OK, so if it’s random it could be anywhere, on the foot, front back side anywhere. So in the diagram above it just happens, presumably randomly, to have a nerve cell attached to it. Now if it was on the back of the hand, say, it would have trouble forming the curvature needed because it would soon – I mean in the next generation – hit a bit of bone.
OK so it randomly develops on the face. But now the bone has to – entirely randomly – develop a couple of sockets just the right size and shape. And it has to get deeper – entirely randomly – as the curvature gets deeper.
Paley had it right, in my view. You don’t even need to get into the biochemistry. You just need to think it through a little bit.
In reply to myself. No doubt, in the evolutionary model, the eyeball and its socket were already in a suitable place on the head when we were fish (which I don’t personally believe in by the way). But then there must have been an ancestor without vertebrate eyes – looking this up now, amphioxus is a candidate, with lancelets alive today.
Lancelets spend most of their time buried in sand and seem to have very rudimentary ‘frontal eyes’. This paper, for example – http://www.pnas.org/content/109/38/15383.full.pdf – shows an interesting homology between these eyes – just ‘putative’ photoreceptor cells plus pigment – and fish eyes.
But this just puts my problem back, in the evolutionary scenario. Let’s say amphioxus was the earliest creature to develop frontal eyes. Then parents with no such eyes must have had offspring with such eyes. Why should the photoreceptor cells, if such they are – leaving aside for now the absurdity of such a highly specialised and no doubt extraordinarily complex thing coming into being at random – why should they just happen to be in the head? Why should they just happen to be backed by pigment? And why should they just happen to be connected to nerve cells!!
Andrew @177, 178
Good thoughts and questions.
A light-sensitive spot in isolation has no function. There has to be a whole system connected to it in order to make sense. And surely this system has to ‘co-evolve’ during the alleged evolution from light-sensitive spot to camera eye.

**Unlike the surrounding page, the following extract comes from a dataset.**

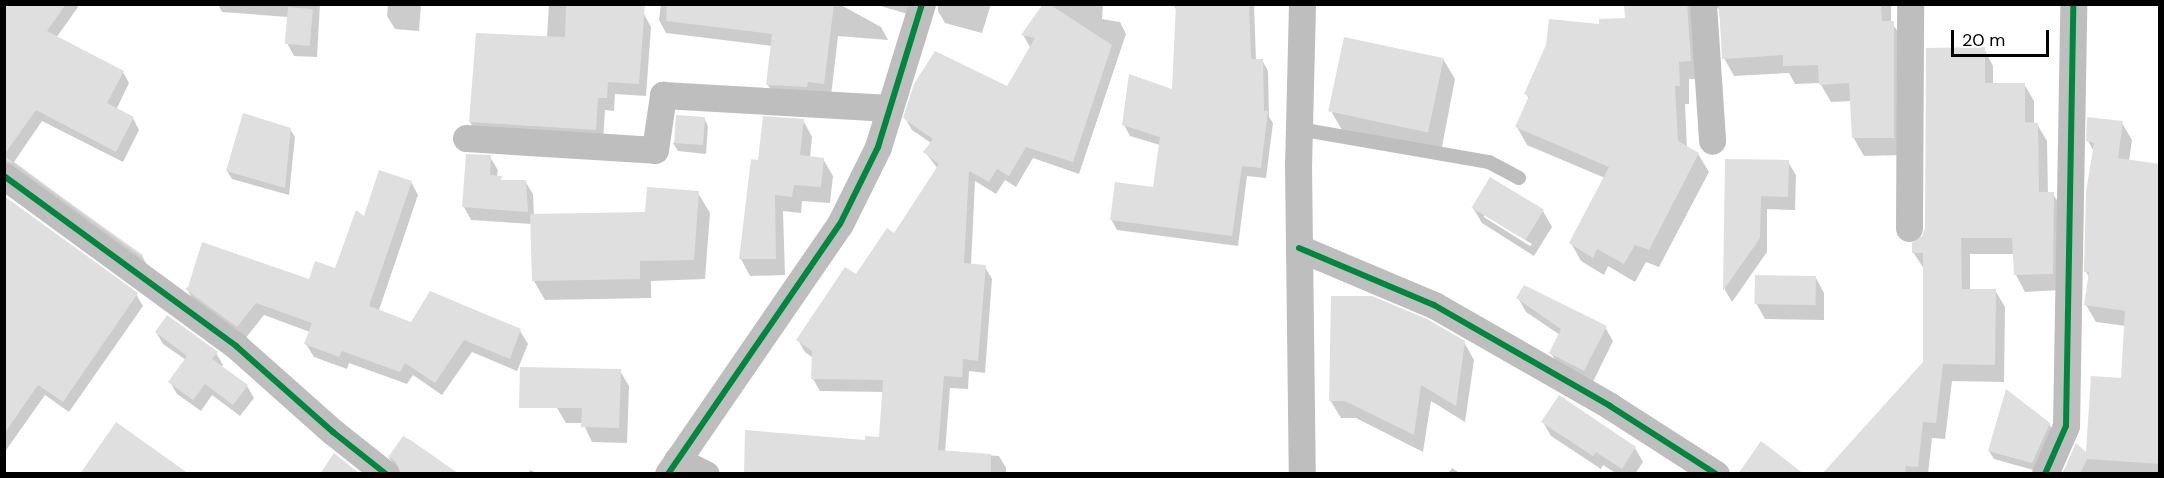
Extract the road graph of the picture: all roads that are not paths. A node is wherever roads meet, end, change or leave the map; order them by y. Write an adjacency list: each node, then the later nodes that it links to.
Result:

This means, I suppose, that each mutation to the eye only confers an advantage to the organism if, and only if, the system simultaneously mutates in a way that keeps their cooperation intact — ‘tandem-mutations'(?)
If correct, then things get even more unlikely.
Re: Comments 177-179
So for Evolution to be possible, there have to be lots of useless aspects, i.e. “junk” just waiting around for other useless aspects, i.e. “junk” to coincidentally make things work.
Seems a bit of a stretch.
Oh wait. Deep Time and Multiverses and Climate Change.